Weird LCMonetary initialization bug?

75 views
Skip to first unread message

Hans-Martin Mosner

unread,
Nov 12, 2025, 10:04:15 AMNov 12
to VAST Community Forum
Hello, while analyzing a user report about a number formatting bug I found that the primitive for LCMonetary initialization works differently in the Windows and Linux VMs:
The field monGrouping is initialized with '3 0' in the Windows VM, while the Linux VM initializes it as '3 ', which leads to incorrect formatting of numbers bigger than 1 million.
Correct formatting for 1000000 in the german locale would be '1.000.000,00', and under Windows that's what is produced, but VA under Linux shows '1000.000,00'.
(easy way to reproduce: AbtNumberConverter new decimalPlace: 2; objectToPrint: 1000000)
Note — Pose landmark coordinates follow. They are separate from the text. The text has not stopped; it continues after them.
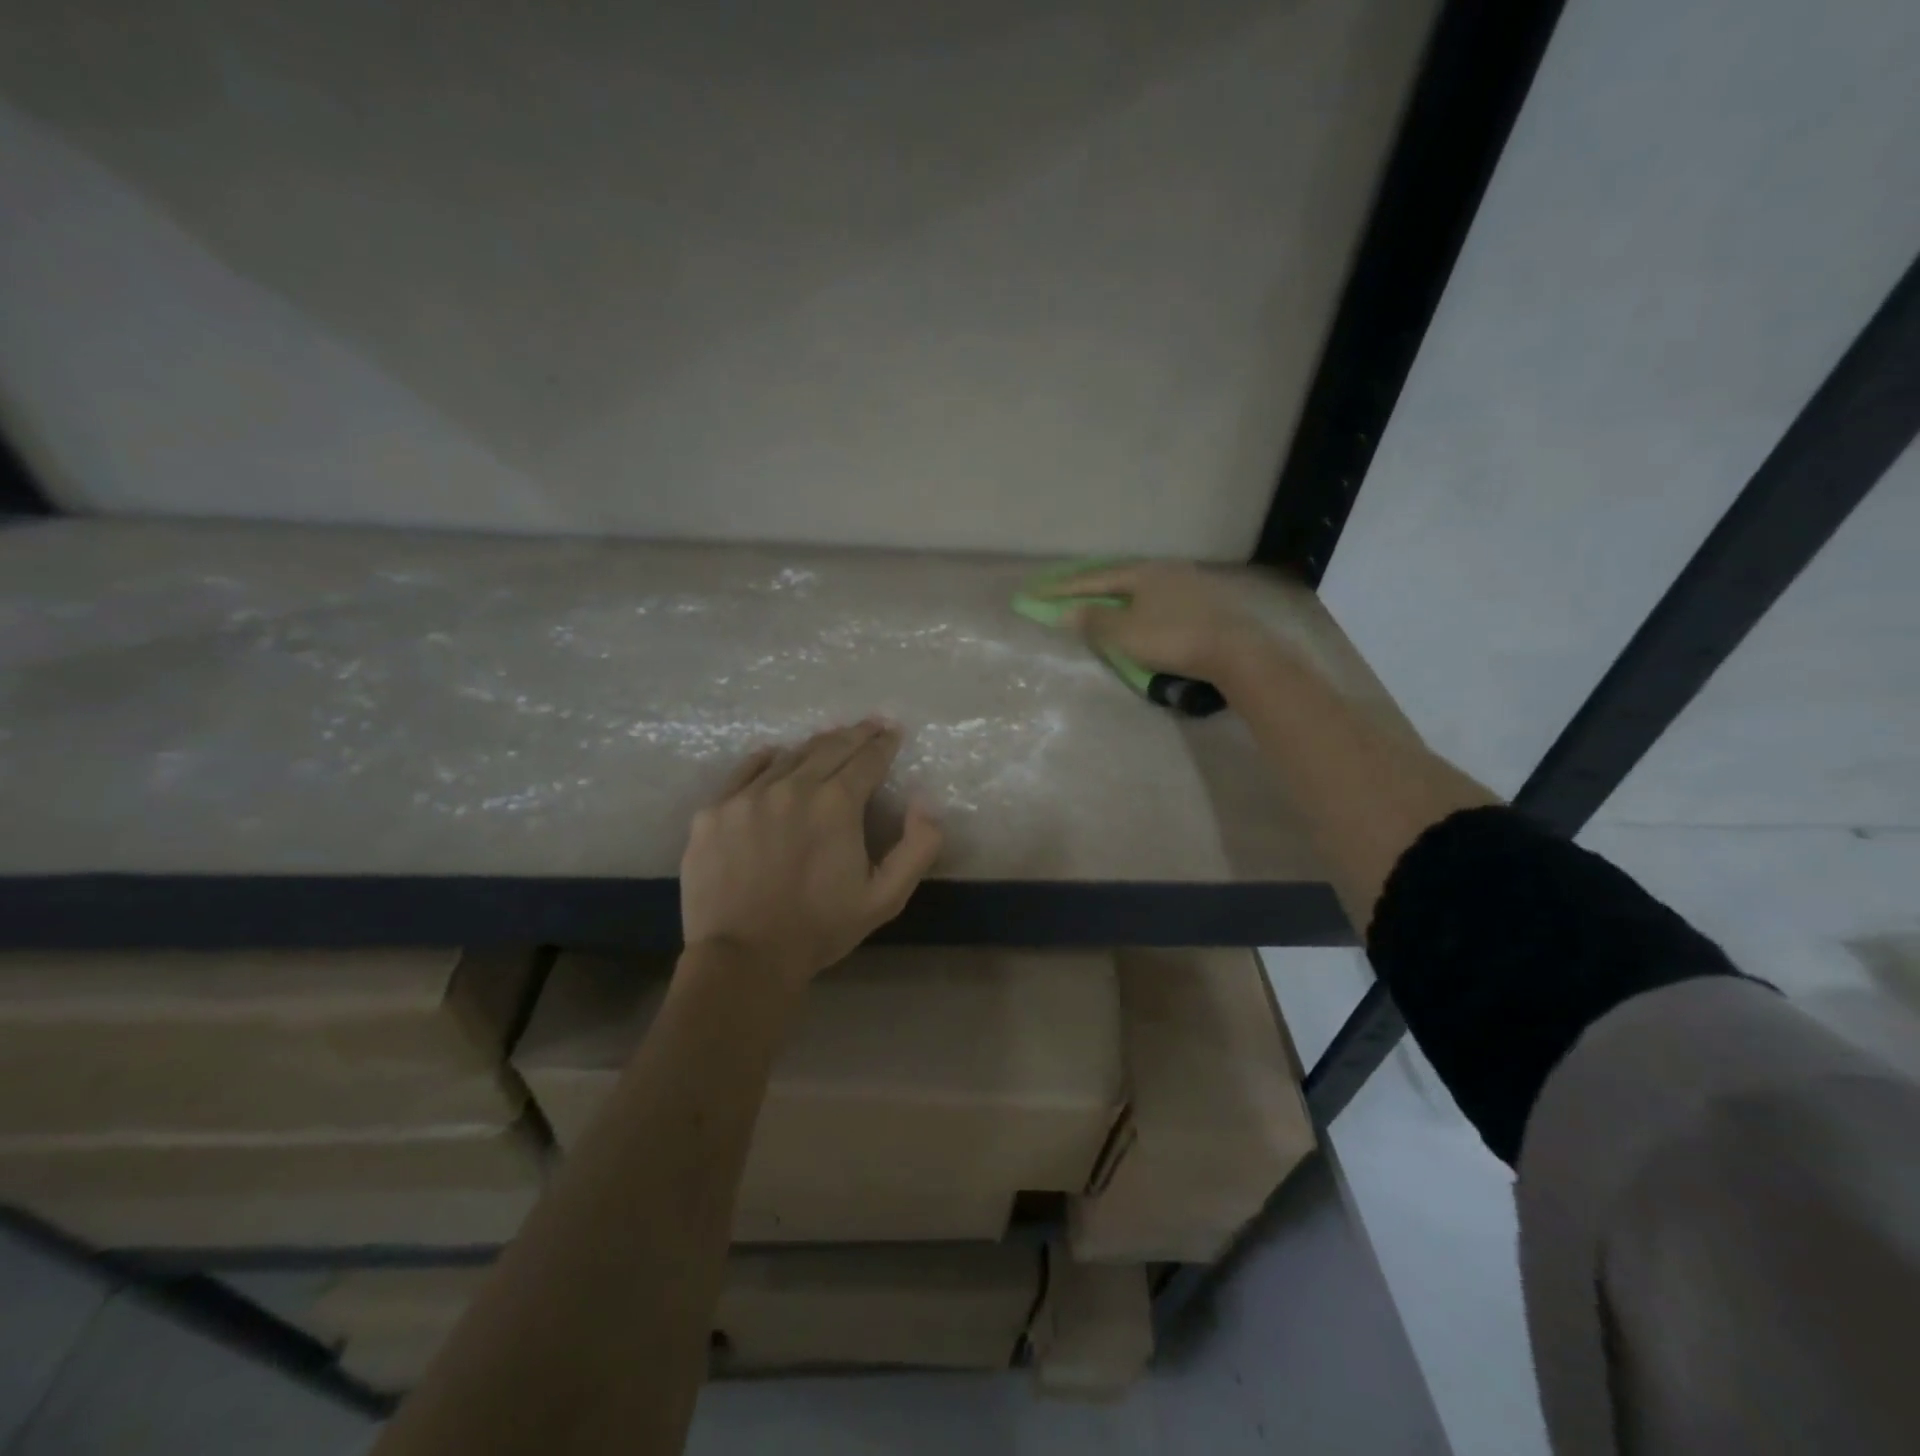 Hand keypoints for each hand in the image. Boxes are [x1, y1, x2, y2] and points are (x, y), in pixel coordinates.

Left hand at [680, 720, 943, 985]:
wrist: (743, 958)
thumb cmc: (820, 929)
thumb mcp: (885, 897)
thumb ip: (917, 847)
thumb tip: (925, 802)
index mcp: (836, 805)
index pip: (867, 759)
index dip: (884, 743)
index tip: (892, 732)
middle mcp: (792, 787)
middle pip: (830, 747)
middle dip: (855, 734)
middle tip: (870, 724)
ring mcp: (748, 796)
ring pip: (789, 756)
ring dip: (815, 746)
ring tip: (829, 739)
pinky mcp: (714, 811)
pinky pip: (745, 771)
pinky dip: (767, 759)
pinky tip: (775, 755)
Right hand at [1039, 560, 1265, 682]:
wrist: (1235, 651)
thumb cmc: (1172, 639)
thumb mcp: (1124, 633)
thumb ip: (1093, 621)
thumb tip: (1065, 612)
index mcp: (1142, 572)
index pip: (1093, 580)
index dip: (1063, 589)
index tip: (1035, 593)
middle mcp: (1165, 569)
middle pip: (1119, 578)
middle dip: (1092, 588)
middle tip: (1068, 594)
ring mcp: (1189, 583)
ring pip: (1143, 588)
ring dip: (1118, 597)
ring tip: (1102, 604)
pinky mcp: (1206, 602)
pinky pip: (1161, 599)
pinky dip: (1142, 607)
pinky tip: (1142, 614)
The VAST version in use is 14.0.0.0, I did not yet check whether it might already be fixed in 14.1.0.0.

Cheers,
Hans-Martin

Marcus Wagner

unread,
Nov 13, 2025, 10:10:15 AMNov 13
to VAST Community Forum
Hello, Hans-Martin,

to confirm: I ran 
AbtNumberConverter new decimalPlace: 2; objectToPrint: 1000000
under AlmaLinux 9.6 (Sage Margay) (it was just at hand)
using 11.0.1 64 bit and the answer was (same as you reported)
'1 000 000,00'
but 
inspecting it closer revealed hidden unprintable garbage contained in the resulting string of length 16, visible are only 12 as shown below:
inspect.png
Even worse: inspecting individual character positions (like at: 2, at: 3) lead to corrupt visual inspection windows like
at3.png
Character values are at:2 226, at:3 128. See Character inspector details inserted above.
The result is: under Linux, inspectors are also broken when character values are >= 128.
That is perhaps related to 7 bit Ascii, as in original X-Motiv dated in the 90ies, at the origins.
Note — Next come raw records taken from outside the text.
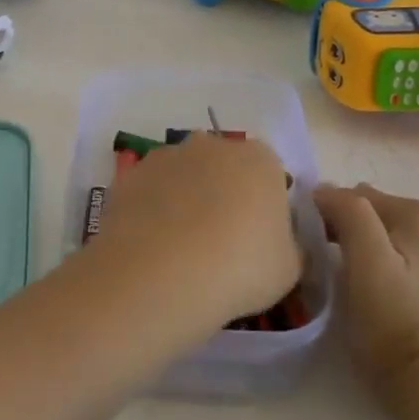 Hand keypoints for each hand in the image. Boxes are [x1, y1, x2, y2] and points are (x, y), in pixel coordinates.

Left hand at [95, 136, 300, 326]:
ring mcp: (165, 157)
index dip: (265, 204)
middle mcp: (211, 146)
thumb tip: (278, 242)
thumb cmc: (240, 267)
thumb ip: (289, 244)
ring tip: (180, 248)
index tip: (259, 238)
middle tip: (221, 241)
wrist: (161, 274)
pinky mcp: (129, 176)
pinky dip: (151, 212)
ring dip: (184, 200)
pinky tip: (152, 247)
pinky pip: (149, 192)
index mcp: (258, 159)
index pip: (269, 172)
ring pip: (182, 176)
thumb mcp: (289, 268)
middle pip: (223, 167)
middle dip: (223, 194)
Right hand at [313, 184, 418, 390]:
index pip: (355, 197)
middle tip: (339, 264)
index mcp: (415, 214)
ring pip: (412, 233)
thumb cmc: (391, 323)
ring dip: (390, 242)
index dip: (329, 215)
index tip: (315, 244)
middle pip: (384, 213)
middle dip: (359, 228)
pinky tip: (416, 274)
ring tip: (374, 275)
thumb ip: (349, 213)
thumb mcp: (363, 262)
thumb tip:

Underneath hidden there seems to be an even more severe VM problem under Linux, concerning characters.

Fortunately, the broken code did not cause walkbacks or VM traps. 
That points to tool side representation issues, where as the intertwined characters stem from somewhere else, likely an API to the OS (where the localization information originates).
Unfortunately this may cause further troubles concerning the recent UTF enhancements.
There is more to be fixed here than the formatting problem...
Kind regards
M

To compare, under Windows, inspector shows 12 (correct) characters in the result string:WINDOWS.png

Hans-Martin Mosner

unread,
Nov 13, 2025, 11:08:47 AMNov 13
to VAST Community Forum
Thanks for investigating! You results are actually different from mine, which makes me suspect that the underlying problem might be more complex than I thought initially. In addition, given the huge amount of work that went into unicode support, there may be differences between 11.0.1 and 14.0.0.

Could you (and perhaps others using Linux as well) run "(LCMonetary for: #('' '')) monGrouping" on their platform, possibly with different locale settings?
I found that with LANG=de_DE.utf-8 I get '3 ' which yields the incorrect formatting, while LANG=en_US.utf-8 gets me '' which results in the formatted result '100000000', i.e. 6 zeroes for the million, 2 for the decimal places, but neither a thousands separator nor a decimal point/comma.
So it's definitely locale-dependent, but wrong in several cases.

Cheers,
Hans-Martin

Marcus Wagner

unread,
Nov 16, 2025, 9:24:07 AMNov 16
to VAST Community Forum
Hello Hans-Martin,
sorry for the delayed response. 
Meanwhile I just attempted to track down a special idea: OS dependencies, I did not follow your questions yet.

In the past, when I was forced to make use of Linux, the brands I had to touch were Red Hat, then Scientific Linux and finally Centos.  
And I did not develop code under those target systems, only tested cross packaged images most of the time.
Under Centos 8 64 reponses on 
AbtNumberConverter new decimalPlace: 2; objectToPrint: 1000000 
are ok for 64 bit VAST 13 and VAST 12.0.1 see pictures below.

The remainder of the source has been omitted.